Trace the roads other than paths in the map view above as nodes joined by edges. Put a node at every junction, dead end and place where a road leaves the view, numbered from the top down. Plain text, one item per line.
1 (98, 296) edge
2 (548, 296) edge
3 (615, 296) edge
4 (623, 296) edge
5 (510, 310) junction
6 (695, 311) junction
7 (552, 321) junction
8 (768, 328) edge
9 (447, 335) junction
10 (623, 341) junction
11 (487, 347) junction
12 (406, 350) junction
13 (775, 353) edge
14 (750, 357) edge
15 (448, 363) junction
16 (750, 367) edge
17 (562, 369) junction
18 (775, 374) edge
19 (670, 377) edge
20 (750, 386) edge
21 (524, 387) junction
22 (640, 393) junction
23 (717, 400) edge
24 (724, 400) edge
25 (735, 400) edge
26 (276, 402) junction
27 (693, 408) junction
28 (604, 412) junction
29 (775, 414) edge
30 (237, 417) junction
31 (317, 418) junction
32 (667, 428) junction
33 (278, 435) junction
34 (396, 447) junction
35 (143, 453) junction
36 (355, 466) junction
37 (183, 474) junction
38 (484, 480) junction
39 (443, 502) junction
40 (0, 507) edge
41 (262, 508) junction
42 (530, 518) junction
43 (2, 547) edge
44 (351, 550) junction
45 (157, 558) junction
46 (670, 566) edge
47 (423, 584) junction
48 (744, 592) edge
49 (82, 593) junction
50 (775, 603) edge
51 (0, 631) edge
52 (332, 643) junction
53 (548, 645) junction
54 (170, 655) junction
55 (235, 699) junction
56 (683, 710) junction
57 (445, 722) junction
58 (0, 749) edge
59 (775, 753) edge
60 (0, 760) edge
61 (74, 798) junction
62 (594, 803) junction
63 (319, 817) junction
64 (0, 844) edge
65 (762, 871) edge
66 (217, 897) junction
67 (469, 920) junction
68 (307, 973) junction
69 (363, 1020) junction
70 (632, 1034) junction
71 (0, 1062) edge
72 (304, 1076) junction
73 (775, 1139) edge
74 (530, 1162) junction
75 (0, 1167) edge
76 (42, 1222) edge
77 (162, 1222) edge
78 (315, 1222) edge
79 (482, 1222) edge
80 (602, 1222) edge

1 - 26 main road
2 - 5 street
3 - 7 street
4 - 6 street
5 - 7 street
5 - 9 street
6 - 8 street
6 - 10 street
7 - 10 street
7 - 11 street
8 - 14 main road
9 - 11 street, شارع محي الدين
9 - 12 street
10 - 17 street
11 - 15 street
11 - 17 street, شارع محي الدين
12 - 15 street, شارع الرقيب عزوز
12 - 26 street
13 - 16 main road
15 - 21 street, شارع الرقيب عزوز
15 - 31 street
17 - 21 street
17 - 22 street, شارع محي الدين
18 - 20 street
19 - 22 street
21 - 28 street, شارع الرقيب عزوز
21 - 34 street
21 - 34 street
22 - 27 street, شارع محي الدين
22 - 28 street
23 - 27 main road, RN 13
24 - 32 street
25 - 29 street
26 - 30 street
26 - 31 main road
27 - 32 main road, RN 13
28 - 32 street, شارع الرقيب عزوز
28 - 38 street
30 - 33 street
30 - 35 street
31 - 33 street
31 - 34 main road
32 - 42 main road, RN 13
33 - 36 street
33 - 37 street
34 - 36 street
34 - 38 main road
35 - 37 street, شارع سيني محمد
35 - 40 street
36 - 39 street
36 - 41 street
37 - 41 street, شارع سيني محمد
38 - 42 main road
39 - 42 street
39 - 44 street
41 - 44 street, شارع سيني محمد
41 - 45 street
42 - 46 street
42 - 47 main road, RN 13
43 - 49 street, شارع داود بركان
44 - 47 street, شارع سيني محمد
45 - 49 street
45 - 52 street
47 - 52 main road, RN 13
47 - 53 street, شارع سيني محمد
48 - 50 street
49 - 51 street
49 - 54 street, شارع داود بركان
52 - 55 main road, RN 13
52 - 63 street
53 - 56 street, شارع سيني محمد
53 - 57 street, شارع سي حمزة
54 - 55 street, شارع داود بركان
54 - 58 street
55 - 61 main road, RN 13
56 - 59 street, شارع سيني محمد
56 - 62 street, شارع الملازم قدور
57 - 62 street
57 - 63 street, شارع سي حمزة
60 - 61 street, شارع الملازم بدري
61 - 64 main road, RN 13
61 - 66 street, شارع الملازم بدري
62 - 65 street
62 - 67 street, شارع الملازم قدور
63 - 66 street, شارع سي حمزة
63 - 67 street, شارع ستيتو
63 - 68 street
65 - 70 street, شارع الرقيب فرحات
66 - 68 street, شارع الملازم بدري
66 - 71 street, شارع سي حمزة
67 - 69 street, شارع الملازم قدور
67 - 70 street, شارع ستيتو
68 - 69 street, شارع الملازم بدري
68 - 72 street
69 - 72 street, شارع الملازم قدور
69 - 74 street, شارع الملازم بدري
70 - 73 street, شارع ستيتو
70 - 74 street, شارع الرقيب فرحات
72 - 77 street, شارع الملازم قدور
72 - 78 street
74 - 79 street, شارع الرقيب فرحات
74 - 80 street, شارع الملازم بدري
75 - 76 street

____________________

YOUR OBJECTIVE
Find and copy each line of the data where "الدين" is present.

PROBLEM SOLUTION
9 - 11 street, شارع محي الدين
11 - 17 street, شارع محي الدين
17 - 22 street, شارع محي الدين
22 - 27 street, شارع محي الدين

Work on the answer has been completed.